■ PROBLEM DESCRIPTION
Could you set down the records below exactly as they are, with no pictures?

■ DATA SUPPLIED
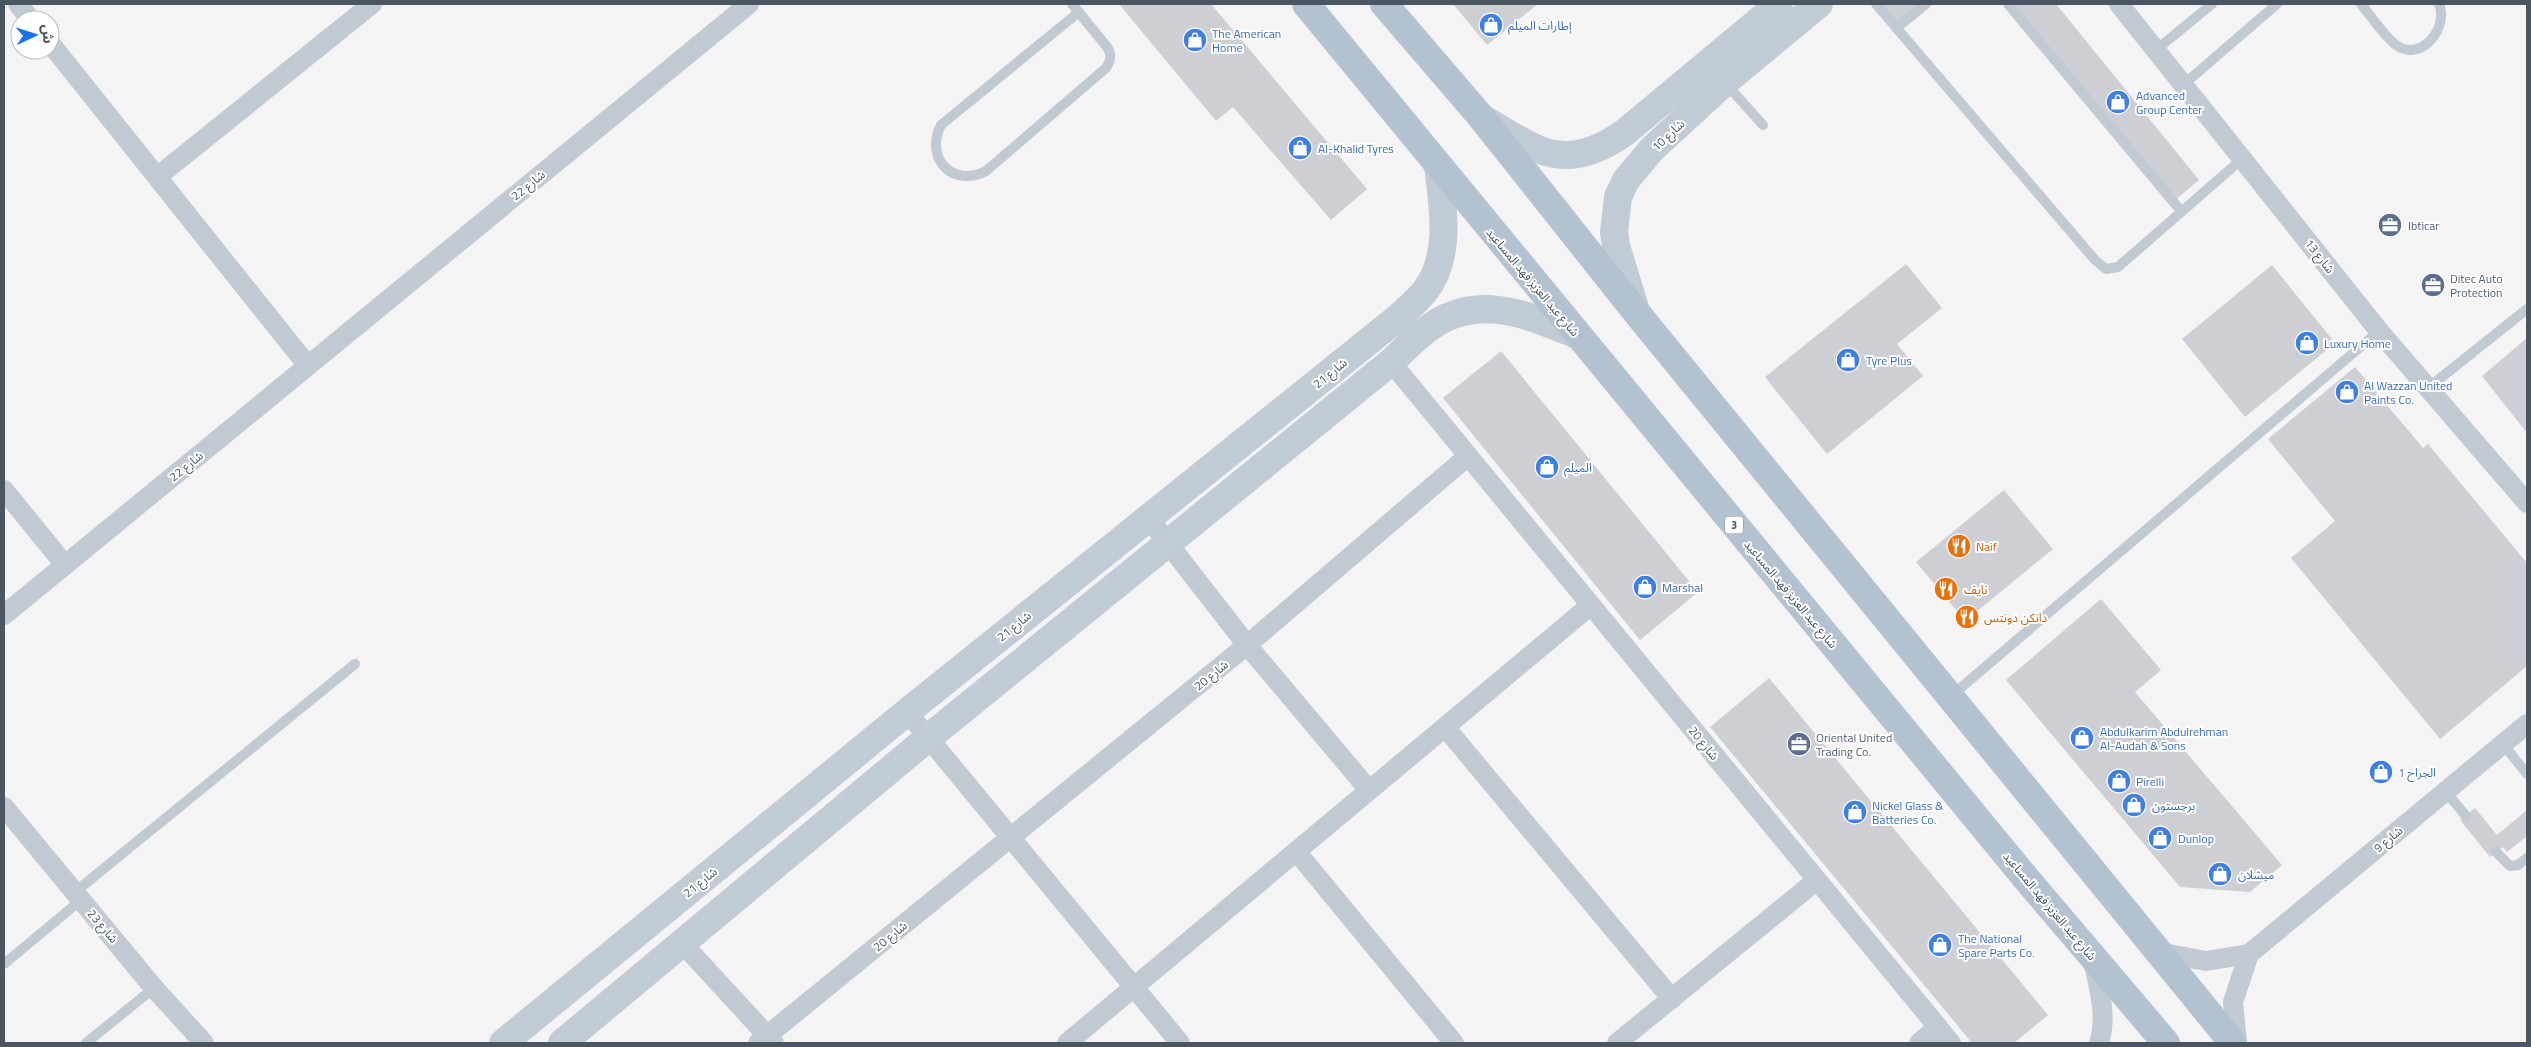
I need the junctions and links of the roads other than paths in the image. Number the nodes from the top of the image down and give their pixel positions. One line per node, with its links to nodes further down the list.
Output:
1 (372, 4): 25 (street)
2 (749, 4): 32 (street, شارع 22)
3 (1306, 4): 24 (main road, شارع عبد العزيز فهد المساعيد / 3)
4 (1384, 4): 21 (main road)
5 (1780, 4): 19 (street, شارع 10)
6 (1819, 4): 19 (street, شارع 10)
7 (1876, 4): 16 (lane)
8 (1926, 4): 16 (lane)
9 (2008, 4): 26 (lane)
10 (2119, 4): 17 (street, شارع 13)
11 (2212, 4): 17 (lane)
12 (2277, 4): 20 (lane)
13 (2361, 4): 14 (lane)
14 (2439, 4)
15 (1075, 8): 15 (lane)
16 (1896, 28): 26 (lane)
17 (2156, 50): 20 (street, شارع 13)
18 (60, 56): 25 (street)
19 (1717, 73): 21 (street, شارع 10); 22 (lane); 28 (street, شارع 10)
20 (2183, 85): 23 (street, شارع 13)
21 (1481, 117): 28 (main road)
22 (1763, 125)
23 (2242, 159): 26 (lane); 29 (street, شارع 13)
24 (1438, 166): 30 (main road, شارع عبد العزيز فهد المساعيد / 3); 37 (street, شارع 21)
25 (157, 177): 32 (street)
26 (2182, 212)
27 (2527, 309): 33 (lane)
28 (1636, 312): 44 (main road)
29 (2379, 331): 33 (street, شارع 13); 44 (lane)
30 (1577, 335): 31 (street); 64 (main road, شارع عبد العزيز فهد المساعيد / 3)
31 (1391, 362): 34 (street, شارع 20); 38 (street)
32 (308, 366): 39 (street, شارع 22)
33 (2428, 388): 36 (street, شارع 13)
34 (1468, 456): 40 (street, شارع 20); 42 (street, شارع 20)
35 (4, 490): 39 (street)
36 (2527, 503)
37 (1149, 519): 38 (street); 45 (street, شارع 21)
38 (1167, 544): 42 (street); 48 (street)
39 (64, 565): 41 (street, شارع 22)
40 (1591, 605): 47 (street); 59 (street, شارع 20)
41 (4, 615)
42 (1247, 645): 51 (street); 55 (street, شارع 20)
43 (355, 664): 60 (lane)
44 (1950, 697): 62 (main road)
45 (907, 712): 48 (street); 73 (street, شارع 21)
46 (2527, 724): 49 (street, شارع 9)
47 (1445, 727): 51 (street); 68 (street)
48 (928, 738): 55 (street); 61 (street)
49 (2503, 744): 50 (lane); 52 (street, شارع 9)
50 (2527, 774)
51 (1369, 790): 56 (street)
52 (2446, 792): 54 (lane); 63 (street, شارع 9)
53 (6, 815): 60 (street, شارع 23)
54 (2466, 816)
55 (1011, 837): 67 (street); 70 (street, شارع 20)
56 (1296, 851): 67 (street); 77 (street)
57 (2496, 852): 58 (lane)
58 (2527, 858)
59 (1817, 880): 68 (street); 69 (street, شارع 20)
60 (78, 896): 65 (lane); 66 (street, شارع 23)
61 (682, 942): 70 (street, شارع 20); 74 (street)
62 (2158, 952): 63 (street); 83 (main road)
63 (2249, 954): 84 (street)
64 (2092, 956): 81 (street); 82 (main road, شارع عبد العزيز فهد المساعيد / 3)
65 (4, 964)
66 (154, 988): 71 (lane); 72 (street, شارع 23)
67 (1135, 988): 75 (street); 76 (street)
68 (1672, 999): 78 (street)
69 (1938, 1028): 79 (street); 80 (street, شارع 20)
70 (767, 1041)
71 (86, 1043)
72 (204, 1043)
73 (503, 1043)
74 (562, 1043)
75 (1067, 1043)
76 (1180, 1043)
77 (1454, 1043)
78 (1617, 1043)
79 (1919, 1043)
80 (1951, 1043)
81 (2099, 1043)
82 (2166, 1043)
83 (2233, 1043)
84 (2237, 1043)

■ SOLUTION TO THE EXERCISE
I need the junctions and links of the roads other than paths in the image. Number the nodes from the top of the image down and give their pixel positions. One line per node, with its links to nodes further down the list.
Output:
1 (372, 4): 25 (street)
2 (749, 4): 32 (street, شارع 22)
3 (1306, 4): 24 (main road, شارع عبد العزيز فهد المساعيد / 3)
4 (1384, 4): 21 (main road)
5 (1780, 4): 19 (street, شارع 10)
6 (1819, 4): 19 (street, شارع 10)
7 (1876, 4): 16 (lane)
8 (1926, 4): 16 (lane)
9 (2008, 4): 26 (lane)
10 (2119, 4): 17 (street, شارع 13)
11 (2212, 4): 17 (lane)
12 (2277, 4): 20 (lane)
13 (2361, 4): 14 (lane)
14 (2439, 4)
15 (1075, 8): 15 (lane)
16 (1896, 28): 26 (lane)
17 (2156, 50): 20 (street, شارع 13)
18 (60, 56): 25 (street)
19 (1717, 73): 21 (street, شارع 10); 22 (lane); 28 (street, شارع 10)
20 (2183, 85): 23 (street, شارع 13)
21 (1481, 117): 28 (main road)
22 (1763, 125)
23 (2242, 159): 26 (lane); 29 (street, شارع 13)
24 (1438, 166): 30 (main road, شارع عبد العزيز فهد المساعيد / 3); 37 (street, شارع 21)
25 (157, 177): 32 (street)
26 (2182, 212)
27 (2527, 309): 33 (lane)
28 (1636, 312): 44 (main road)
29 (2379, 331): 33 (street, شارع 13); 44 (lane)
30 (1577, 335): 31 (street); 64 (main road, شارع عبد العزيز فهد المساعيد / 3)
31 (1391, 362): 34 (street, شارع 20); 38 (street)
32 (308, 366): 39 (street, شارع 22)
33 (2428, 388): 36 (street, شارع 13)
34 (1468, 456): 40 (street, شارع 20); 42 (street, شارع 20)
35 (4, 490): 39 (street)
36 (2527, 503)
37 (1149, 519): 38 (street); 45 (street, شارع 21)
38 (1167, 544): 42 (street); 48 (street)
39 (64, 565): 41 (street, شارع 22)
40 (1591, 605): 47 (street); 59 (street, شارع 20)
41 (4, 615)
42 (1247, 645): 51 (street); 55 (street, شارع 20)
43 (355, 664): 60 (lane)
44 (1950, 697): 62 (main road)
45 (907, 712): 48 (street); 73 (street, شارع 21)
46 (2527, 724): 49 (street, شارع 9)
47 (1445, 727): 51 (street); 68 (street)
48 (928, 738): 55 (street); 61 (street)
49 (2503, 744): 50 (lane); 52 (street, شارع 9)
50 (2527, 774)
51 (1369, 790): 56 (street)
52 (2446, 792): 54 (lane); 63 (street, شارع 9)
53 (6, 815): 60 (street, شارع 23)
54 (2466, 816)
55 (1011, 837): 67 (street); 70 (street, شارع 20)
56 (1296, 851): 67 (street); 77 (street)
57 (2496, 852): 58 (lane)
58 (2527, 858)
59 (1817, 880): 68 (street); 69 (street, شارع 20)
60 (78, 896): 65 (lane); 66 (street, شارع 23)
61 (682, 942): 70 (street, شارع 20); 74 (street)
62 (2158, 952): 63 (street); 83 (main road)
63 (2249, 954): 84 (street)
64 (2092, 956): 81 (street); 82 (main road, شارع عبد العزيز فهد المساعيد / 3)
65 (4, 964)
66 (154, 988): 71 (lane); 72 (street, شارع 23)
67 (1135, 988): 75 (street); 76 (street)
68 (1672, 999): 78 (street)
69 (1938, 1028): 79 (street); 80 (street, شارع 20)
70 (767, 1041)
71 (86, 1043)
72 (204, 1043)
73 (503, 1043)
74 (562, 1043)
75 (1067, 1043)
76 (1180, 1043)
77 (1454, 1043)
78 (1617, 1043)
79 (1919, 1043)
80 (1951, 1043)
81 (2099, 1043)
82 (2166, 1043)
83 (2233, 1043)
84 (2237, 1043)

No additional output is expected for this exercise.